IMMH

School Ship Cuauhtémoc

Schulschiff Quauhtémoc (1982). Dieses Modell im Maßstab 1:100 von mexikanischer Modellbauer gebaut, befindet sich auf deck 2 des Internationalen Maritimen Museums Hamburg.

School ship Cuauhtémoc (1982). This magnificent 1:100 scale model was built in 2021 in Veracruz, Mexico, by Captain Fernando Urrutia Jiménez of the Mexican Navy with the support of a team of talented local model makers. The project is the result of an initiative of the Navy of Mexico through Captain Armando Ojeda, Naval Attaché of the Mexican Navy in Germany, on occasion of the 200th anniversary of the founding of the Mexican Navy. The model was donated by Mr. Ralf Bomke and presented to the museum by Ambassador Francisco Quiroga during the celebrations for the Mexican Navy Day on 23 November 2021 at the Mexican Embassy in Berlin. The International Maritime Museum Hamburg is grateful for this symbol of transatlantic friendship.
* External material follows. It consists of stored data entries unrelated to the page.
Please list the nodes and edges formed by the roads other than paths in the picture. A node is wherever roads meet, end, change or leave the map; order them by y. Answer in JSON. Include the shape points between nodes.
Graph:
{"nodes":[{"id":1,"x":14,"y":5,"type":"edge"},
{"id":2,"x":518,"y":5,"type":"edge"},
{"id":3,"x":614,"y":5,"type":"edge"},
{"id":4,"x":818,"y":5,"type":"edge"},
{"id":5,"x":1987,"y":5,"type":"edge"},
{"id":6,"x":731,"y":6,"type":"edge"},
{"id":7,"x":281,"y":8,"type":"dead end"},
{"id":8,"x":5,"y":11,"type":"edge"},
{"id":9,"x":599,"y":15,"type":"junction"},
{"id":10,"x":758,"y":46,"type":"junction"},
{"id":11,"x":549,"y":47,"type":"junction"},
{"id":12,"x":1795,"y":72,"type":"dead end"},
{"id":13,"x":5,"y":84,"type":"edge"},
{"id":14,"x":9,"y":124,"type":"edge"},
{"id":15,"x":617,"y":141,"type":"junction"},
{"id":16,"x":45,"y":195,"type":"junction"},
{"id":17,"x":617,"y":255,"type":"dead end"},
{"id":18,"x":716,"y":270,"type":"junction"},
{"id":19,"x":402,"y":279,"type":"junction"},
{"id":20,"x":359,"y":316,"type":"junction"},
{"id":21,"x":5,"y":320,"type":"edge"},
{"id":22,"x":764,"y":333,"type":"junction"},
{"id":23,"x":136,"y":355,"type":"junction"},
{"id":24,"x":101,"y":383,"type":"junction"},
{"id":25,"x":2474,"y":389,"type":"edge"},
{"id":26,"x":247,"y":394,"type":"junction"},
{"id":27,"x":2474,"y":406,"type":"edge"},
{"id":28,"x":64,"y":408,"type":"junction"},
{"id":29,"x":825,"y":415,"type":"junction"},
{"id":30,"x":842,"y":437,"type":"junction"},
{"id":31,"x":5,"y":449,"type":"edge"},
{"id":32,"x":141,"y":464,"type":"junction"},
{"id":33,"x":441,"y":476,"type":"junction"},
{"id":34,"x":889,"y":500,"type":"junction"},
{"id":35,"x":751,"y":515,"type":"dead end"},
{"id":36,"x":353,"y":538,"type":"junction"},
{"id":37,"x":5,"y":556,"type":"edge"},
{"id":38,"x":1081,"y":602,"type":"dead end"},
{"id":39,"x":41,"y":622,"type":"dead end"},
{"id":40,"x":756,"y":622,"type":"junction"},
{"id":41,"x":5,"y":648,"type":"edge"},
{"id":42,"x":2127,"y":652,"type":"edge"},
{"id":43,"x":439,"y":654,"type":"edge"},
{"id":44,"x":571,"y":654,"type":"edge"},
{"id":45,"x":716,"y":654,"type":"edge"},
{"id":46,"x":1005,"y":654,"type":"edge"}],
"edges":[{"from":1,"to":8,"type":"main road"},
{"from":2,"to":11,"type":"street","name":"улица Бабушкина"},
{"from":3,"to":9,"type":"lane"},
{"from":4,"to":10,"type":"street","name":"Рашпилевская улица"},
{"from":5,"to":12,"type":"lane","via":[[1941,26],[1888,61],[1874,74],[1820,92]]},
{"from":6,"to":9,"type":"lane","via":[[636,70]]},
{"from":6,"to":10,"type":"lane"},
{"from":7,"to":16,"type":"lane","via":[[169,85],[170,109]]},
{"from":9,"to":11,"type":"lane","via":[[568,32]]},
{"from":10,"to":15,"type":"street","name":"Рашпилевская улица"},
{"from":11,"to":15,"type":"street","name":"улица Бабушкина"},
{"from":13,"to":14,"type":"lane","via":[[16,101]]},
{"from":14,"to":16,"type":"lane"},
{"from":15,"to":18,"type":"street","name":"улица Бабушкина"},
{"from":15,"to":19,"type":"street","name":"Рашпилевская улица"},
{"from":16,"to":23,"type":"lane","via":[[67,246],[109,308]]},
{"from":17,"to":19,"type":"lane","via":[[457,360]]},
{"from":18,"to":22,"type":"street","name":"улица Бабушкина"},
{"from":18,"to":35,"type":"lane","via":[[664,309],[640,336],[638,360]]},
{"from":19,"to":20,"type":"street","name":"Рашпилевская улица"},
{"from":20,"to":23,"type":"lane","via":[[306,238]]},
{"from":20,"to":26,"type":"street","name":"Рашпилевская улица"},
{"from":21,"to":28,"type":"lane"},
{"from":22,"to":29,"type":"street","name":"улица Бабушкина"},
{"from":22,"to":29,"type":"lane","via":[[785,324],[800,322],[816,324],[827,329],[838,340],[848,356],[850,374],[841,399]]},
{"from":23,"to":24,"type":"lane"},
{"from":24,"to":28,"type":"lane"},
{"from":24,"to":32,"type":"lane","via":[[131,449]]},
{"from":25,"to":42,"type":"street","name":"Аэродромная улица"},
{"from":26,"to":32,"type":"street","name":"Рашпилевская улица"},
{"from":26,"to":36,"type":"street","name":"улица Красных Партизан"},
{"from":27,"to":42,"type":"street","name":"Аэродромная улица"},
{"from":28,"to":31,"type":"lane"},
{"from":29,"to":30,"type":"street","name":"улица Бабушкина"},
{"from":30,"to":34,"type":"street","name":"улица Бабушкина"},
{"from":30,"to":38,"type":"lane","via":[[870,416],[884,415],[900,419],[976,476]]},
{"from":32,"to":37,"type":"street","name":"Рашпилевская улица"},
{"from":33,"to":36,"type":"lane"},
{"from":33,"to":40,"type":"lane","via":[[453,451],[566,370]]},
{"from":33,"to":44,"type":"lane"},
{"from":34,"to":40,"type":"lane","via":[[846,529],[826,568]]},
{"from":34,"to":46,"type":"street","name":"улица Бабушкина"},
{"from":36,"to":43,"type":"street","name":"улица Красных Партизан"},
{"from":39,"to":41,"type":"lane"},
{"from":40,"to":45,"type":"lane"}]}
The Mexican naval school ship Cuauhtémoc was built in 1982 at the Celaya SA shipyard in Bilbao, Spain. She was the fourth and last sailing school ship built by the shipyard for the Ibero-American navies to a design by naval architect Juan José Alonso Verástegui which is similar to that of the German training ship Gorch Fock, built in 1933 by Blohm & Voss in Hamburg. Her sisters are the Colombian Gloria (1967), the Ecuadorian Guayas (1976) and the Venezuelan Simón Bolívar (1979).

The steel-hulled three-masted barque was launched on 24 July 1982 and handed over to her first Mexican officers and crew, who took her on her first voyage across the Atlantic and officially received her in the Mexican port of Veracruz on 18 September. Since then, she has sailed every year from her home port of Acapulco and participated in the most prestigious tall ship meetings and regattas around the world, winning a long list of awards along the way. In 2006, she undertook a circumnavigation that holds the record for the longest training voyage in history at 32,502 nautical miles. In total, the Cuauhtémoc has sailed over 750,000 nautical miles in her long career. Her namesake was Cuauhtémoc (ca. 1495-1525), the last emperor of the Aztec Empire.